Now Apple, which still oversees the Beatles’ legacy, is working hard to change the notion that “Let It Be” was a horrible experience. “Let It Be Special Edition,” a remixed version of the album, was just released in several configurations—including a Super Deluxe version with the remix plus four discs of outtakes and extras (including Mr. Johns’s original version of the album), a Blu-ray with a surround-sound mix and a superbly detailed book—by Apple Corps Ltd./Capitol/UMe. A separate book, “Get Back,” edited by John Harris, with photos and transcripts of dialogue from the sessions, was also recently published by Apple and Calloway Arts and Entertainment, and Peter Jackson’s six-hour film, built from mostly unseen footage from the sessions, and also called “The Beatles: Get Back,” will roll out in three parts on Disney+ on Nov. 25, 26 and 27.

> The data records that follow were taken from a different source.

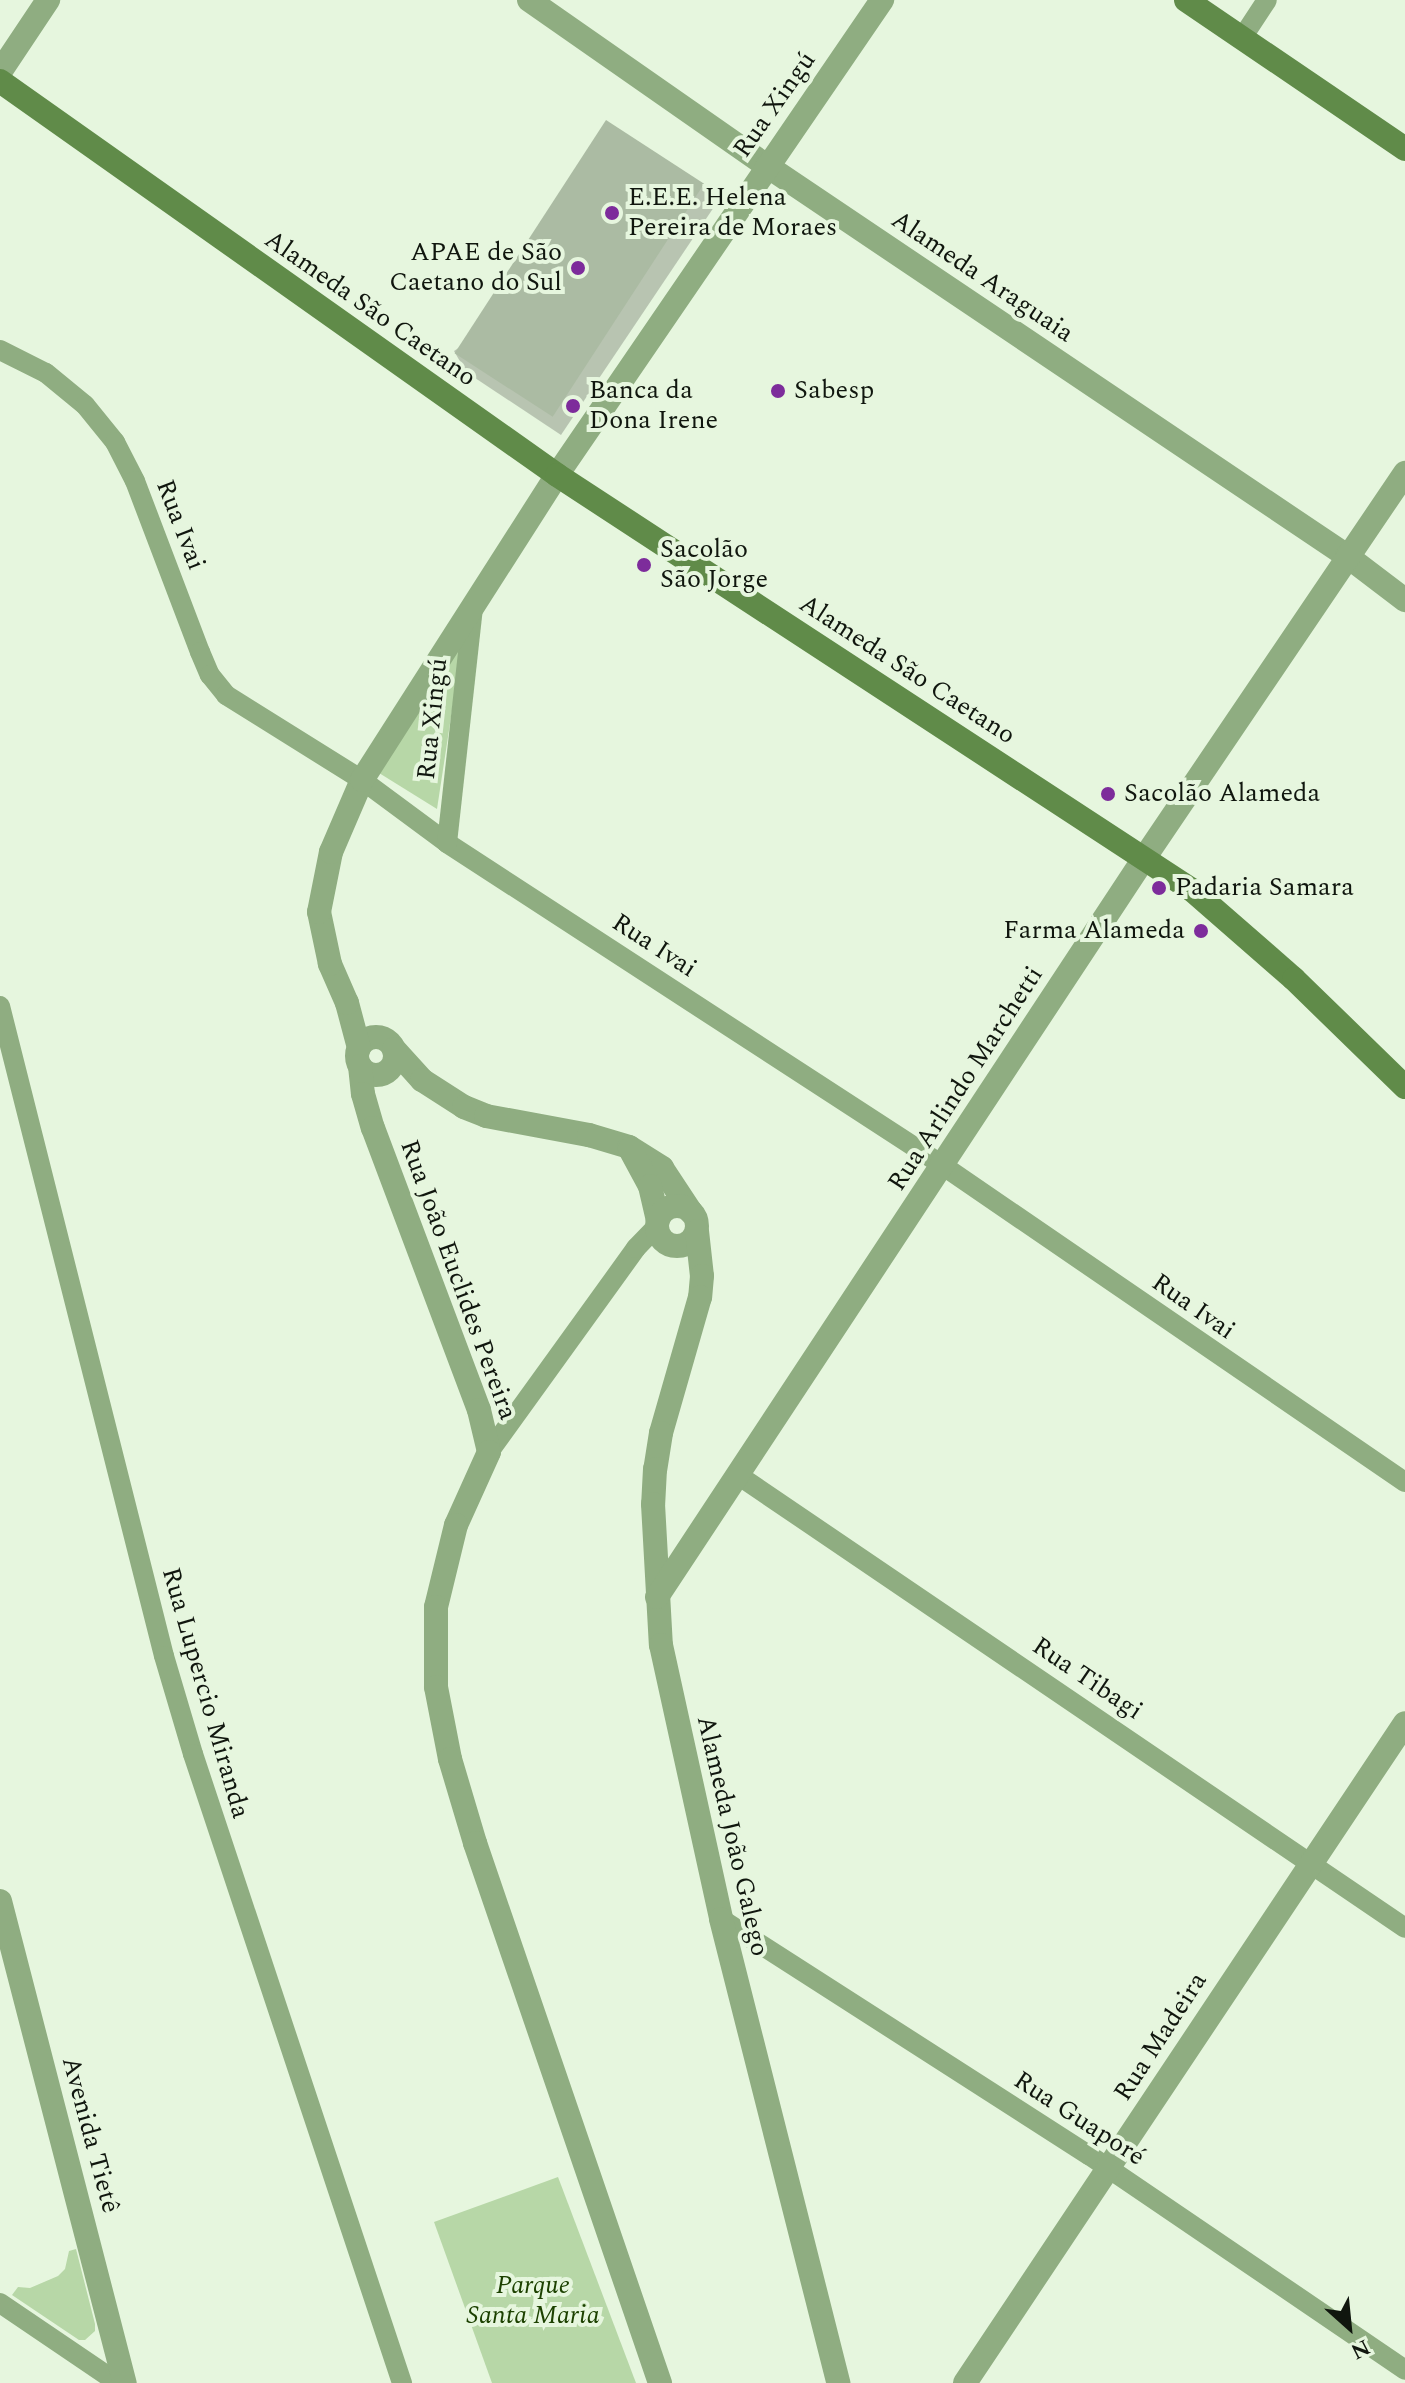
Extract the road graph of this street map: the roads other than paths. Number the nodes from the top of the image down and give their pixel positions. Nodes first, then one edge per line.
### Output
1 (48, 0) edge
2 (529, 0) edge
3 (882, 0) edge
4 (1186, 0) edge
5 (1267, 0) edge
6 (1242, 38) junction
7 (0, 72) edge
8 (0, 81) edge
9 (1405, 149) edge
10 (767, 166) junction
11 (0, 350) edge
12 (1405, 473) edge
13 (557, 475) junction
14 (1347, 556) junction
15 (1405, 600) edge
16 (474, 601) junction
17 (362, 780) junction
18 (447, 843) junction
19 (1145, 857) junction
20 (0, 1006) edge
21 (377, 1057) junction
22 (1405, 1087) edge
23 (629, 1147) junction
24 (942, 1165) junction
25 (694, 1221) junction
26 (662, 1233) junction
27 (700, 1297) junction
28 (489, 1452) junction
29 (738, 1475) junction
30 (1405, 1482) edge
31 (657, 1597) junction
32 (1405, 1723) edge
33 (1310, 1861) junction
34 (0, 1901) edge
35 (721, 1919) junction
36 (1405, 1928) edge
37 (1108, 2168) junction
38 (0, 2303) edge
39 (1405, 2370) edge
40 (118, 2383) edge
41 (125, 2383) edge
42 (402, 2383) edge
43 (660, 2383) edge
44 (838, 2383) edge
45 (965, 2383) edge

1 - 7 street
2 - 10 street, Alameda Araguaia
3 - 10 street, Rua Xingú
4 - 6 main road
5 - 6 street
6 - 9 main road
8 - 13 main road, Alameda São Caetano
10 - 13 street, Rua Xingú
10 - 14 street, Alameda Araguaia
11 - 17 street, Rua Ivai
12 - 14 street, Rua Arlindo Marchetti
13 - 16 street, Rua Xingú
13 - 19 main road, Alameda São Caetano
14 - 15 street, Alameda Araguaia
14 - 19 street, Rua Arlindo Marchetti
16 - 17 street, Rua Xingú
16 - 18 street, Rua Xingú
17 - 18 street, Rua Ivai
17 - 21 street
18 - 24 street, Rua Ivai
19 - 22 main road, Alameda São Caetano
19 - 24 street, Rua Arlindo Marchetti
20 - 42 street, Rua Lupercio Miranda
21 - 23 street, Alameda João Galego
21 - 28 street, Rua João Euclides Pereira
23 - 25 street, Alameda João Galego
23 - 26 street
24 - 29 street, Rua Arlindo Marchetti
24 - 30 street, Rua Ivai
25 - 26 street
25 - 26 street
25 - 27 street, Alameda João Galego
26 - 27 street
26 - 28 street
27 - 31 street, Alameda João Galego
28 - 43 street
29 - 31 street, Rua Arlindo Marchetti
29 - 33 street, Rua Tibagi
31 - 35 street, Alameda João Galego
32 - 33 street, Rua Madeira
33 - 36 street, Rua Tibagi
33 - 37 street, Rua Madeira
34 - 41 street, Avenida Tietê
35 - 37 street, Rua Guaporé
35 - 44 street, Alameda João Galego
37 - 39 street, Rua Guaporé
37 - 45 street, Rua Madeira
38 - 40 street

Anyone who either objected to or delighted in the liberties that the producer Giles Martin and the engineer Sam Okell took on other Beatles remixes of the past decade—the rebalancing that restored previously suppressed instrumental or vocal touches—will find little difference between the original album and the remix, this time. The new mix is slightly cleaner and more transparent. But instrumental and vocal placements across the stereo soundstage are just as they were, with Spector’s additions intact. And because of the essentially live nature of the basic recordings, there are no previously hidden details to bring to light.

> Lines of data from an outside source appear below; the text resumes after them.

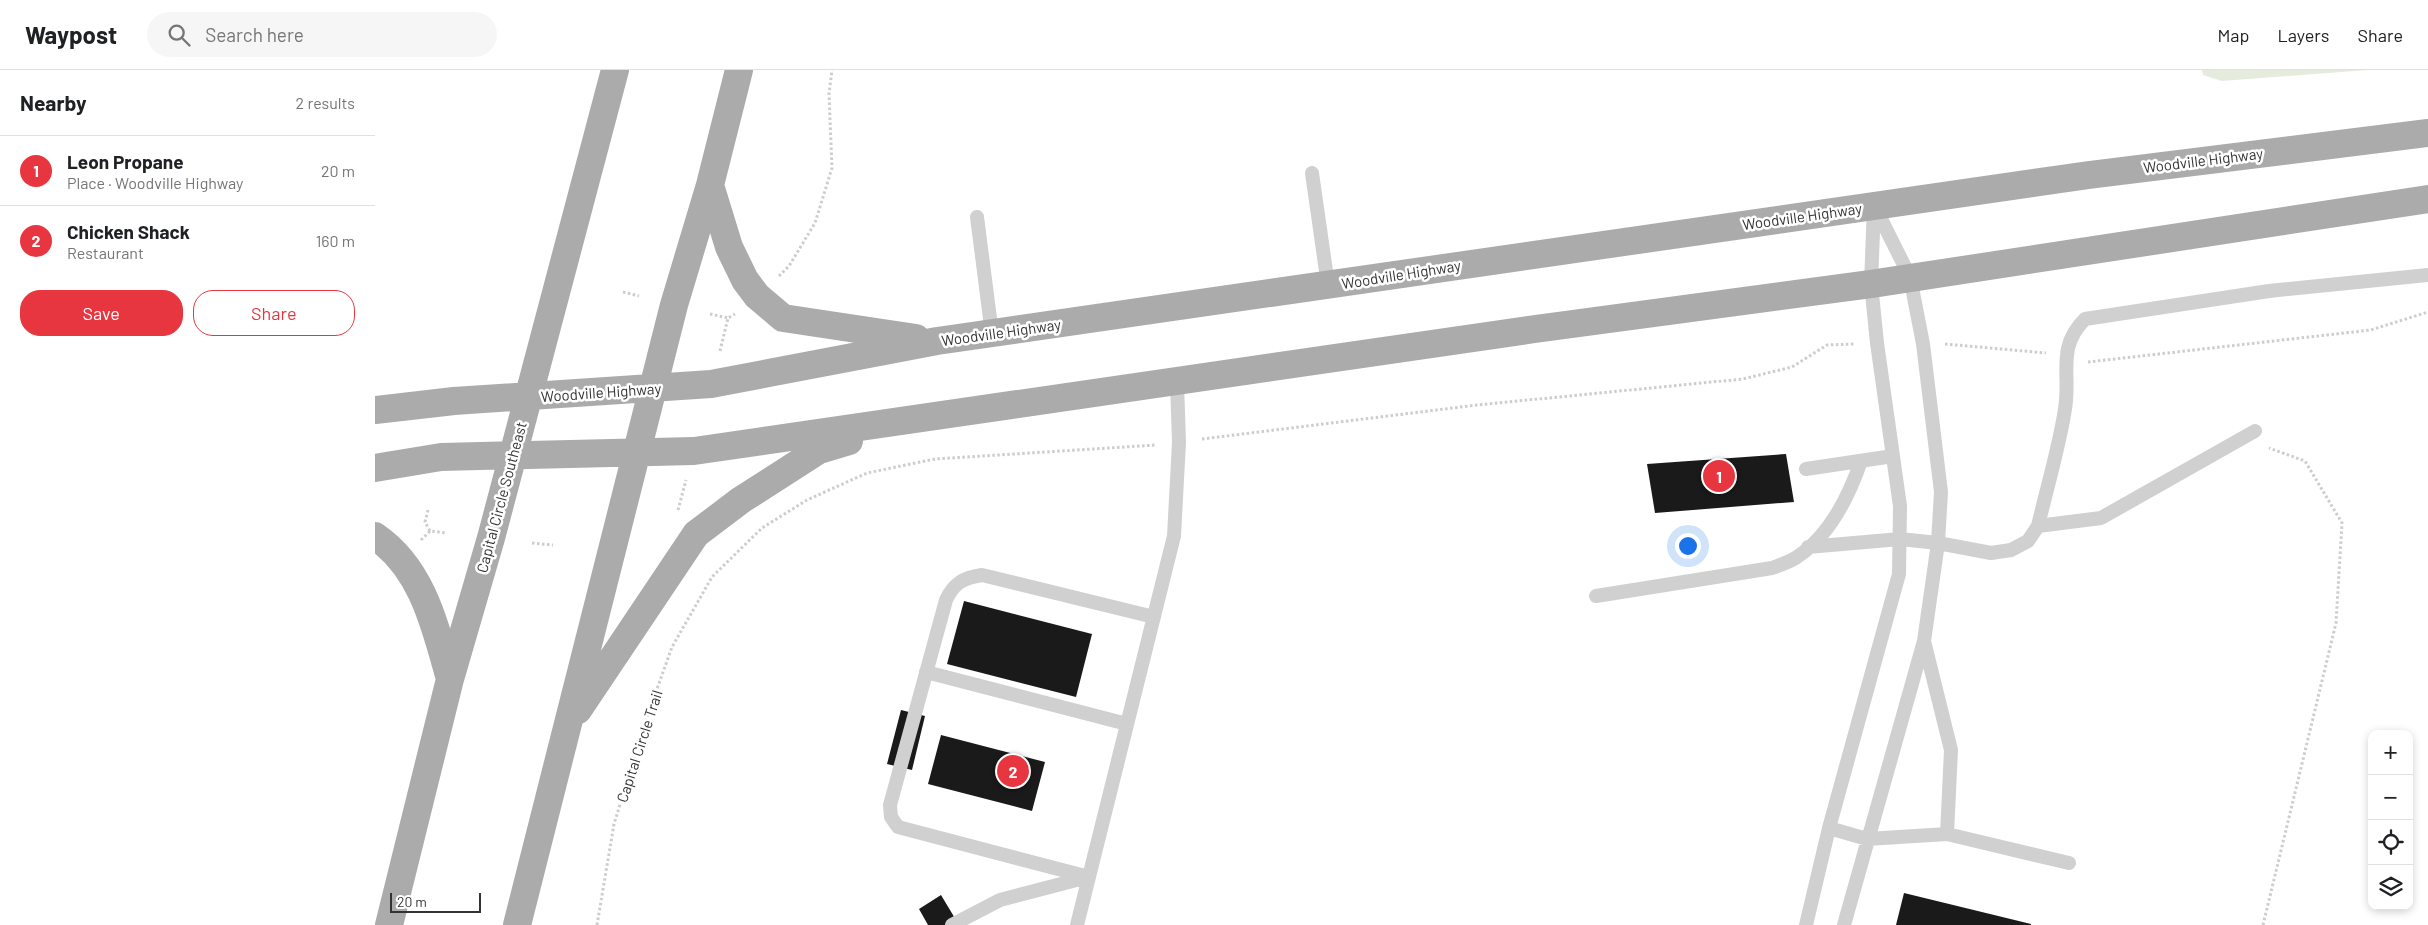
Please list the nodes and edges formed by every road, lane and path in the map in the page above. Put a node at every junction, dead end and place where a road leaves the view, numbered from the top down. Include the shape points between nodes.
1 (615, 70) edge
2 (739, 70) edge
3 (832, 70) edge
4 (2428, 133) edge
5 (1312, 173) dead end
6 (710, 185) junction
7 (2428, 199) edge
8 (1874, 205) junction
9 (977, 217) dead end
10 (2428, 275) edge
11 (1911, 277) junction
12 (775, 280) dead end
13 (1871, 284) junction
14 (1328, 285) junction
15 (623, 292) dead end
16 (639, 296) dead end
17 (739, 311) dead end
18 (2428, 312) edge
19 (710, 314) dead end
20 (728, 318) junction
21 (991, 334) junction
22 (937, 341) junction
23 (1877, 344) junction
24 (1923, 344) junction
25 (720, 351) dead end
26 (2066, 356) junction
27 (1177, 383) junction
28 (653, 388) junction
29 (529, 396) junction
30 (375, 410) edge
31 (925, 419) junction
32 (2255, 431) dead end
33 (1179, 442) junction
34 (2265, 446) dead end
35 (636, 452) junction
36 (513, 456) junction
37 (1893, 456) junction
38 (1861, 461) junction
39 (375, 468) edge
40 (1806, 469) dead end
41 (428, 510) dead end
42 (2038, 526) junction
43 (447, 533) dead end
44 (375, 536) edge
45 (1900, 539) junction
46 (1938, 542) junction
47 (532, 543) dead end
48 (553, 545) dead end
49 (1808, 547) junction
50 (1595, 596) dead end
51 (1154, 617) junction
52 (1923, 641) junction
53 (926, 672) junction
54 (450, 679) junction
55 (1127, 724) junction
56 (568, 726) junction
57 (1829, 828) junction
58 (1947, 834) junction
59 (1867, 839) junction
60 (2069, 863) dead end
61 (1089, 877) junction
62 (385, 918) edge
63 (517, 925) edge
64 (597, 925) edge
65 (953, 925) edge
66 (1077, 925) edge
67 (1805, 925) edge
68 (1844, 925) edge
69 (2263, 925) edge

1 - 29 main road, Capital Circle Southeast
2 - 6 main road
3 - 12 path via 829,94 832,168 815,223 789,266
4 - 8 main road, Woodville Highway
5 - 14 lane
6 - 22 main road via 729,247 745,280 757,296 783,318
6 - 28 main road
7 - 11 main road
8 - 11 lane
8 - 13 lane
8 - 14 main road, Woodville Highway
9 - 21 lane
10 - 26 lane via 2269,291 2085,319 2074,330
11 - 13 main road
11 - 24 lane
13 - 23 lane
13 - 27 main road via 1535,329
14 - 21 main road, Woodville Highway
15 - 16 path
17 - 20 path
18 - 26 path via 2371,330 2093,362 2078,362
19 - 20 path
20 - 25 path
21 - 22 main road, Woodville Highway
22 - 28 main road, Woodville Highway via 711,384
23 - 33 path, Capital Circle Trail via 1827,344 1792,367 1743,380 1477,405
23 - 37 lane
24 - 26 path via 1963,344
24 - 46 lane via 1941,492
26 - 42 lane via 2065,408
27 - 31 main road
27 - 33 lane
28 - 29 main road, Woodville Highway
28 - 35 main road
29 - 30 main road, Woodville Highway
29 - 36 main road, Capital Circle Southeast
31 - 35 main road via 694,451
31 - 56 main road via 819,450 741,500 696,534
32 - 42 lane via 2101,518
33 - 51 lane via 1174,536
33 - 64 path, Capital Circle Trail via 935,459 867,473 807,500 762,528 712,577 672,647 614,824
34 - 69 path via 2305,461 2342,523 2336,623
35 - 36 main road
35 - 56 main road
36 - 39 main road via 441,458
36 - 54 main road, Capital Circle Southeast
37 - 38 lane
37 - 45 lane via 1900,506
38 - 40 lane
38 - 49 lane via 1851,489 1829,526
41 - 43 path via 425,522 430,531
42 - 46 lane via 2028,541 2011,550 1991,553
44 - 54 main road via 401,558 430,608
45 - 46 lane
45 - 49 lane
45 - 57 lane via 1899,574
46 - 52 lane
47 - 48 path
49 - 50 lane via 1797,557 1772,568
51 - 53 lane via 982,575 966,578 952,587 946,600
51 - 55 lane
52 - 58 lane via 1951,750
52 - 59 lane
53 - 55 lane
53 - 61 lane via 890,805 891,817 898,827
54 - 62 main road, Capital Circle Southeast
55 - 61 lane
56 - 63 main road
57 - 59 lane
57 - 67 lane
58 - 59 lane
58 - 60 lane
59 - 68 lane
61 - 65 lane via 1000,900
61 - 66 lane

There are gems among the extra material, including a terrific outtake of “One After 909” with temporary Fifth Beatle Billy Preston playing the piano part on a concert grand, rather than on the electric piano he used on the finished album, recorded during the so-called “Rooftop Concert,” as well as versions of “Let It Be” and “Dig a Pony” with sections that were later dropped from each song. More historically than musically notable are embryonic versions of Harrison’s “Something” and Ringo Starr’s “Octopus’s Garden”—both of which ended up on “Abbey Road”—with discussions and advice about how to complete them. It is also good to finally have an official release of Mr. Johns’s “Get Back” album, something Apple should have released instead of the bland “Let It Be… Naked.”

Mostly, though, the bonuses are disappointing. Because the film crew recorded the proceedings on a pair of Nagra mono tape decks, every minute of the sessions (about 120 hours) was recorded, and the full set of Nagra reels has been freely available on internet bootleg sites for the past 20 years. Mr. Martin used a few items from the Nagras, which are the only source for recordings from Twickenham. But he mostly focused on the multitrack sessions from Apple. So Twickenham highlights like the concise, amusing rocker “Suzy’s Parlor,” the fast, electric versions of “Get Back” and “Two of Us,” and the tongue-in-cheek performances of “Ob-La-Di, Ob-La-Da,” “Tennessee” and “The Third Man Theme” were bypassed.

Perhaps these, and some of the more interesting discussions and debates (many of which are included in the “The Beatles: Get Back” book), will figure into Mr. Jackson’s film, the biggest and most tantalizing piece of Apple’s reclamation project. But if Apple really wants to tell the full truth about the making of “Let It Be,” it should make the complete run of Nagra recordings available, either on disc or through a streaming service.